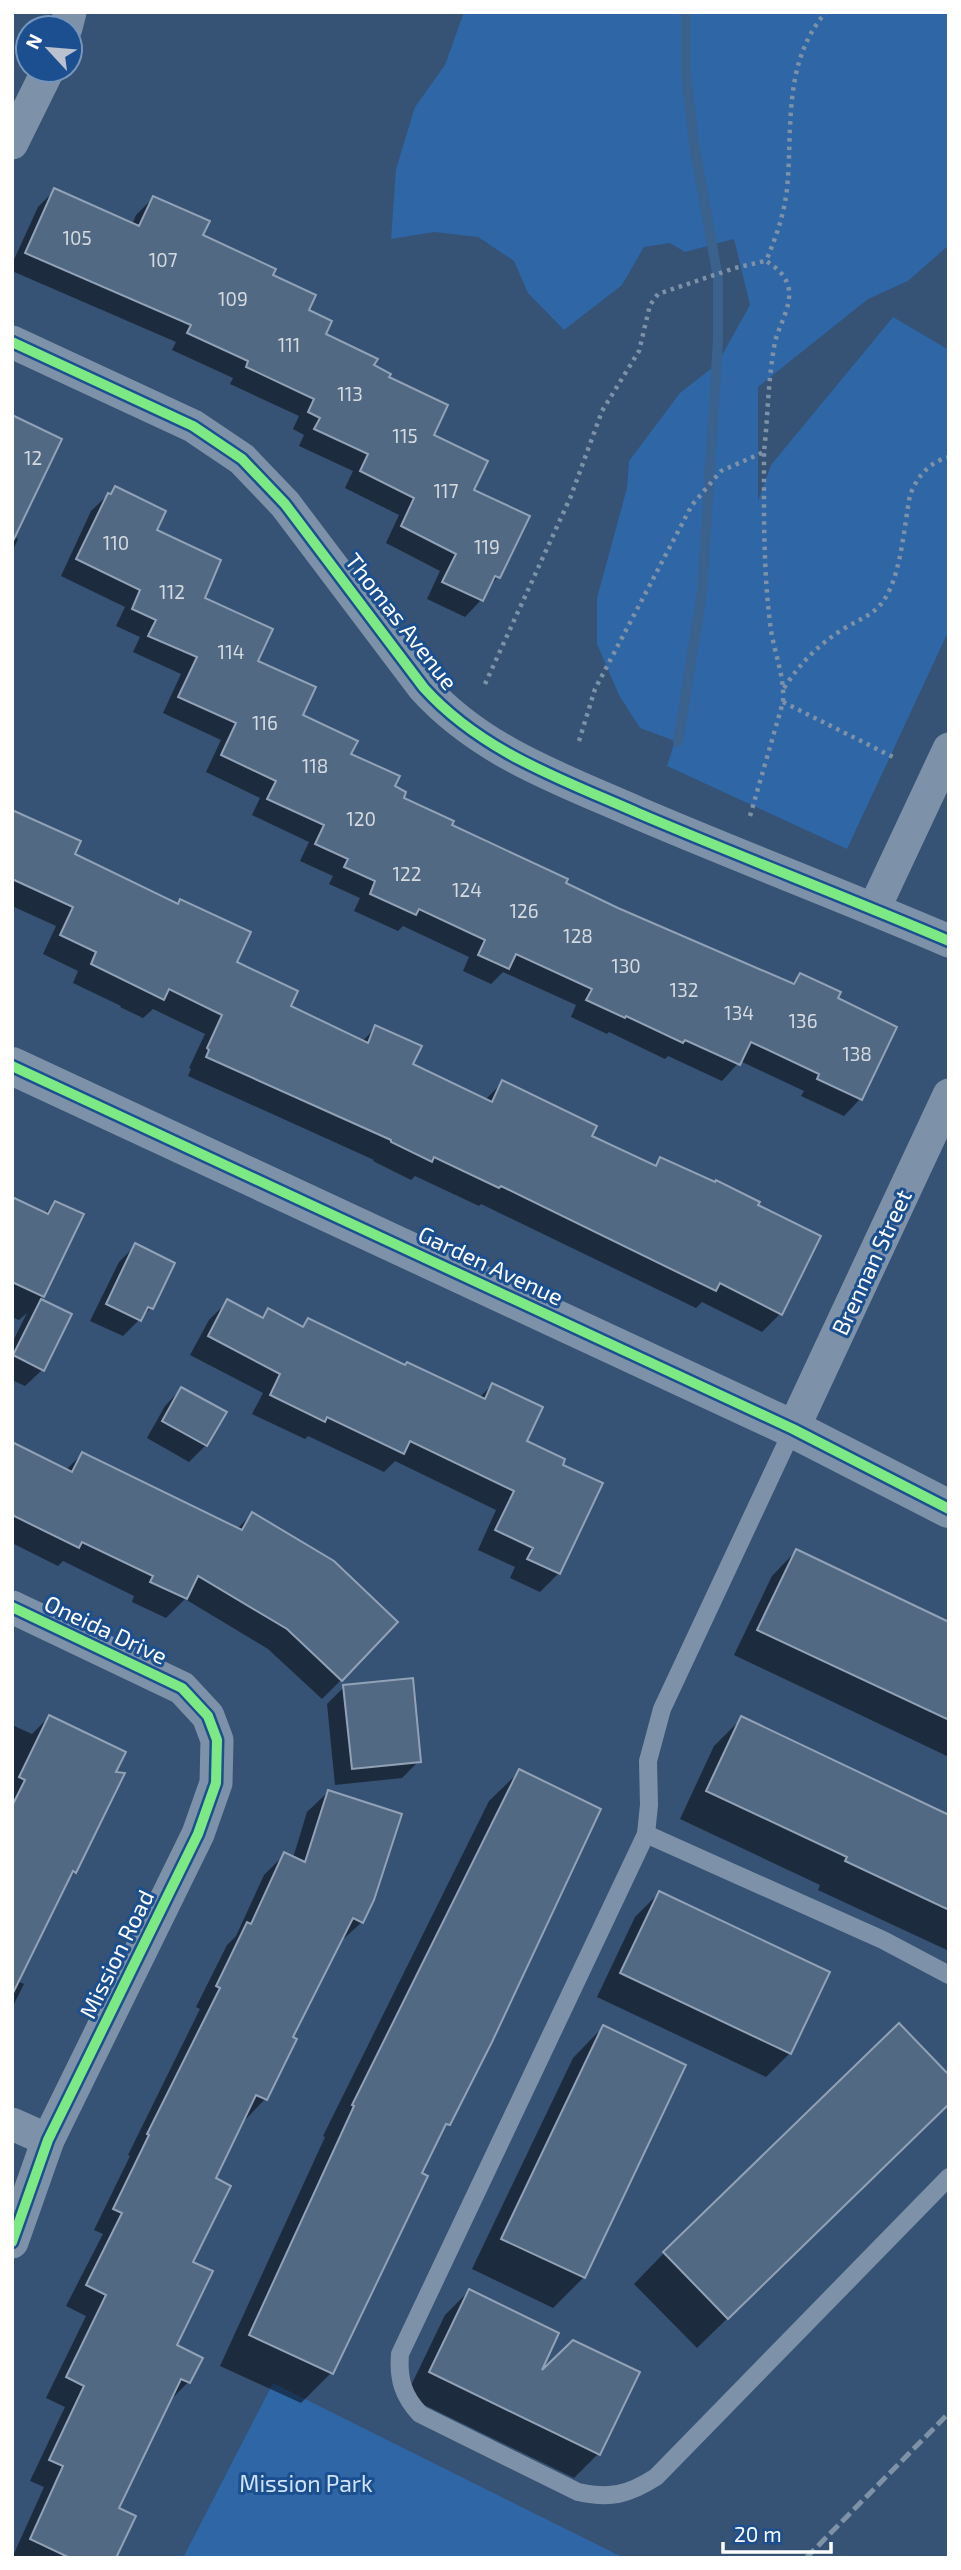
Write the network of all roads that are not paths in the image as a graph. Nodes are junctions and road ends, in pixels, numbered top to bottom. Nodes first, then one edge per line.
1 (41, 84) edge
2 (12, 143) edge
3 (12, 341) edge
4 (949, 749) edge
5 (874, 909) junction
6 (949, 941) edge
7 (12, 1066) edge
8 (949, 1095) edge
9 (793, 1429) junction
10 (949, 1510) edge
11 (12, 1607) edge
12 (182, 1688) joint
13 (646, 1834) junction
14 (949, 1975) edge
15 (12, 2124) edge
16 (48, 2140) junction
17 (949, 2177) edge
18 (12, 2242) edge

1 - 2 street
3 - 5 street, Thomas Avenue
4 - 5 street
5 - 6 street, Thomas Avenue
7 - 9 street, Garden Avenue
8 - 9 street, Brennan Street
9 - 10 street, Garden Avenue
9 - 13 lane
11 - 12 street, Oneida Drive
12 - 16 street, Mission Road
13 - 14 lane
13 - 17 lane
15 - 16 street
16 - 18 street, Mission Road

# [Work instruction]
Down to the final line, restate the material above word for word, but omit its pictures.

# [Output of the exercise]
Write the network of all roads that are not paths in the image as a graph. Nodes are junctions and road ends, in pixels, numbered top to bottom. Nodes first, then one edge per line.
1 (41, 84) edge
2 (12, 143) edge
3 (12, 341) edge
4 (949, 749) edge
5 (874, 909) junction
6 (949, 941) edge
7 (12, 1066) edge
8 (949, 1095) edge
9 (793, 1429) junction
10 (949, 1510) edge
11 (12, 1607) edge
12 (182, 1688) joint
13 (646, 1834) junction
14 (949, 1975) edge
15 (12, 2124) edge
16 (48, 2140) junction
17 (949, 2177) edge
18 (12, 2242) edge

1 - 2 street
3 - 5 street, Thomas Avenue
4 - 5 street
5 - 6 street, Thomas Avenue
7 - 9 street, Garden Avenue
8 - 9 street, Brennan Street
9 - 10 street, Garden Avenue
9 - 13 lane
11 - 12 street, Oneida Drive
12 - 16 street, Mission Road
13 - 14 lane
13 - 17 lane
15 - 16 street
16 - 18 street, Mission Road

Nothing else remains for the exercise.